--- Task directions ---
"roads" is the word to look for; copy each line of the listing where it occurs.

--- Dataset ---
# # #

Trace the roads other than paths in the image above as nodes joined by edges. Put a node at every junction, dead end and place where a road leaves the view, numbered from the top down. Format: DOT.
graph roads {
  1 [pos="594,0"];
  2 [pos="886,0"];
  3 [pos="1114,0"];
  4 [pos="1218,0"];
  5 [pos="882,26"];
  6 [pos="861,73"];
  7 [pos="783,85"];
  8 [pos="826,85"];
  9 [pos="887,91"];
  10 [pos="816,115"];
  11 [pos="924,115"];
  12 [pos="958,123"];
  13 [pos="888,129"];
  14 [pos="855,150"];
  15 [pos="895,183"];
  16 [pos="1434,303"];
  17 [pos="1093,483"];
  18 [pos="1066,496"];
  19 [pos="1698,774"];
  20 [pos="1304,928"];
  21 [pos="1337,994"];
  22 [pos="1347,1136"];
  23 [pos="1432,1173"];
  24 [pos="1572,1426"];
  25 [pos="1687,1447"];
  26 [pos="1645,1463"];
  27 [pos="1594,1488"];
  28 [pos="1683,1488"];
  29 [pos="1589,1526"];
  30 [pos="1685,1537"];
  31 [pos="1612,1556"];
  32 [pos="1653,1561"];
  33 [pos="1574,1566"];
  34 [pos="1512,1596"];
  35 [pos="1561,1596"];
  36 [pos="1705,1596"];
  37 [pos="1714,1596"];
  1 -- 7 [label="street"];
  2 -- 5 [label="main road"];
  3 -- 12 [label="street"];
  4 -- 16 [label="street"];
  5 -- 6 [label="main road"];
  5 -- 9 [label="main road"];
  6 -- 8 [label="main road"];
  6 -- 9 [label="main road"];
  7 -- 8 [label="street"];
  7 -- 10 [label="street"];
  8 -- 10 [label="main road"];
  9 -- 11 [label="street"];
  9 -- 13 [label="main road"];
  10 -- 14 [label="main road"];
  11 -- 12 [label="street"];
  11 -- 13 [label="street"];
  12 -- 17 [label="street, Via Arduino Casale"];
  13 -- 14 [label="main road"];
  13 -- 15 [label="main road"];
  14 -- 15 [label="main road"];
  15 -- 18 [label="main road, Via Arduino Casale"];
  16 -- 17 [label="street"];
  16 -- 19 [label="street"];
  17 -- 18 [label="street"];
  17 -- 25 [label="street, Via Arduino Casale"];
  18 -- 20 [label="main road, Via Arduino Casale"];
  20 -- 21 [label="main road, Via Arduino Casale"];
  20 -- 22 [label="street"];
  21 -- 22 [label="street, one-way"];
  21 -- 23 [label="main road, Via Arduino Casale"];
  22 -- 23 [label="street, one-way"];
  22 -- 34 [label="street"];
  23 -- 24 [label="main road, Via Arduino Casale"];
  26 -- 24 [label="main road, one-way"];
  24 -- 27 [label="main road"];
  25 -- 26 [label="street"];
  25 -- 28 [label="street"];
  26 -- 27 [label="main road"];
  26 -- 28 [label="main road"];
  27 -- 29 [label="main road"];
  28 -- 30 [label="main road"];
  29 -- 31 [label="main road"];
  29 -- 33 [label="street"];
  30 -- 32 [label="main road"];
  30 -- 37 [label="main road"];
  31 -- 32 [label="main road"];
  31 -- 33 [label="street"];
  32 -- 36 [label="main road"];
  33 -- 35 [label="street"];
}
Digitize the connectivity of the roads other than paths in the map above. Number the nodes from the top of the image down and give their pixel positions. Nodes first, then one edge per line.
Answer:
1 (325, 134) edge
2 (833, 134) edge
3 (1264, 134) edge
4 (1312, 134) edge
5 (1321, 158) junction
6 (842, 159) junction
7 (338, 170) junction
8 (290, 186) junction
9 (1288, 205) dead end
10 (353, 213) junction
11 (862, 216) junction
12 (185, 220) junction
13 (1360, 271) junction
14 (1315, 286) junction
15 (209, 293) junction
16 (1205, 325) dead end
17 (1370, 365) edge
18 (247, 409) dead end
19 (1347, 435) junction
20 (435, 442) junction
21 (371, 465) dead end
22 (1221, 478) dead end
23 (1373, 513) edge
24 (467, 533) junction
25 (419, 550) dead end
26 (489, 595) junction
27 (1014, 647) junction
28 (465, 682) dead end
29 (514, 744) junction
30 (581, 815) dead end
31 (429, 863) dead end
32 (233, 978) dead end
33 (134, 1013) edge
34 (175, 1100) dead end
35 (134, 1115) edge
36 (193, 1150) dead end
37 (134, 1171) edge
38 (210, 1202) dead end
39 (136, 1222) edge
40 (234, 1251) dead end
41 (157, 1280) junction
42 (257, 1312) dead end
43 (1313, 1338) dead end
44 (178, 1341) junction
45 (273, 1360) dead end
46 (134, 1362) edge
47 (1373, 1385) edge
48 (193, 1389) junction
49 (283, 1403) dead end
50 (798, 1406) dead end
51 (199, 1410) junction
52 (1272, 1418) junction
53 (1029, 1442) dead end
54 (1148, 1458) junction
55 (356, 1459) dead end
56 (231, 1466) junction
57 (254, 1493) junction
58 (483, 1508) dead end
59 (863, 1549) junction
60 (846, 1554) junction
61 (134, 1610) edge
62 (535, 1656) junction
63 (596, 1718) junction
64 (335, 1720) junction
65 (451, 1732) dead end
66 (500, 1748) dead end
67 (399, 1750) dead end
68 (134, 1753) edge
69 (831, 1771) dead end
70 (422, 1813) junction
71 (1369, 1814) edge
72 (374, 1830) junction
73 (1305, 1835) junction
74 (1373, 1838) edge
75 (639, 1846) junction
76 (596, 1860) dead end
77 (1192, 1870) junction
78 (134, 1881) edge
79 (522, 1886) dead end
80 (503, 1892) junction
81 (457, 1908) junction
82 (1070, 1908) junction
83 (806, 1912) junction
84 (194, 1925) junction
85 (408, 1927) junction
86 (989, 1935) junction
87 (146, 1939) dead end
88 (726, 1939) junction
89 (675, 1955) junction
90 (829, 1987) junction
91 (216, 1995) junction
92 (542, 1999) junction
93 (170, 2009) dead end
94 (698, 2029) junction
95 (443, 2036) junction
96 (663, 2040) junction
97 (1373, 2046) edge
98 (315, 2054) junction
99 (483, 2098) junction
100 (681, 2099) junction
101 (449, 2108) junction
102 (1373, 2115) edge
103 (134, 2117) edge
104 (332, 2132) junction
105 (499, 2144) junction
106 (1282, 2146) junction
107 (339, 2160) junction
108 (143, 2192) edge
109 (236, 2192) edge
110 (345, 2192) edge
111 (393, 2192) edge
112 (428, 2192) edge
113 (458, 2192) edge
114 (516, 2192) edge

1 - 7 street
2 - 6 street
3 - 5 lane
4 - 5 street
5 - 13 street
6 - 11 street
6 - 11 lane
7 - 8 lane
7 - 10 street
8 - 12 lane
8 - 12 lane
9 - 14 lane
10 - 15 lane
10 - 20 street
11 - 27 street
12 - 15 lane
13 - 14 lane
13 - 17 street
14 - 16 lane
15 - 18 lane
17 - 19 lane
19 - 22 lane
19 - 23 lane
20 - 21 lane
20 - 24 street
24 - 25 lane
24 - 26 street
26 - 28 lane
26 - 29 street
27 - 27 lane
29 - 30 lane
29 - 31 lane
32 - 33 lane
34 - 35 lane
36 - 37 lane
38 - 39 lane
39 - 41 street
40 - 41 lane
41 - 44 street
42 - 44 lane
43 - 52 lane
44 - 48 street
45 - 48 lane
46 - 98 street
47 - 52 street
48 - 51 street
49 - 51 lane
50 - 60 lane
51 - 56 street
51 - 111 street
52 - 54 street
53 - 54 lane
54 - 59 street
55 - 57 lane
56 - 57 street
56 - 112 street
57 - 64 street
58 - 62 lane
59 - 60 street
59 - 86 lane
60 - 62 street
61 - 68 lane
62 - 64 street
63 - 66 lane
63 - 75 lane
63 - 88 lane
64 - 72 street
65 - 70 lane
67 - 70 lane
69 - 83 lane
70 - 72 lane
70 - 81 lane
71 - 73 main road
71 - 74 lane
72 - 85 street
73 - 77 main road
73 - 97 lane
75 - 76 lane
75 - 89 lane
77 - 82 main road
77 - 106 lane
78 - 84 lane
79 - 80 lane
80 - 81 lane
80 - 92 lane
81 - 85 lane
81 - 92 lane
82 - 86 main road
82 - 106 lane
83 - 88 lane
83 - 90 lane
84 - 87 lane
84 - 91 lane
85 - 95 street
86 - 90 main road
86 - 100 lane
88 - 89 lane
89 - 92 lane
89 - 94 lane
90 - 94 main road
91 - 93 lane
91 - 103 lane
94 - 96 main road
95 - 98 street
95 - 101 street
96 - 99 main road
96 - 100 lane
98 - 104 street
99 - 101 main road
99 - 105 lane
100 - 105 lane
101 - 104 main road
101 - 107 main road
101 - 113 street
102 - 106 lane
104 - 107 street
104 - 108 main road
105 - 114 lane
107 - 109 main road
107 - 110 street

# # #

--- Task response ---
Trace the roads other than paths in the image above as nodes joined by edges. Put a node at every junction, dead end and place where a road leaves the view, numbered from the top down. Format: DOT.
graph roads {
Digitize the connectivity of the roads other than paths in the map above. Number the nodes from the top of the image down and give their pixel positions. Nodes first, then one edge per line.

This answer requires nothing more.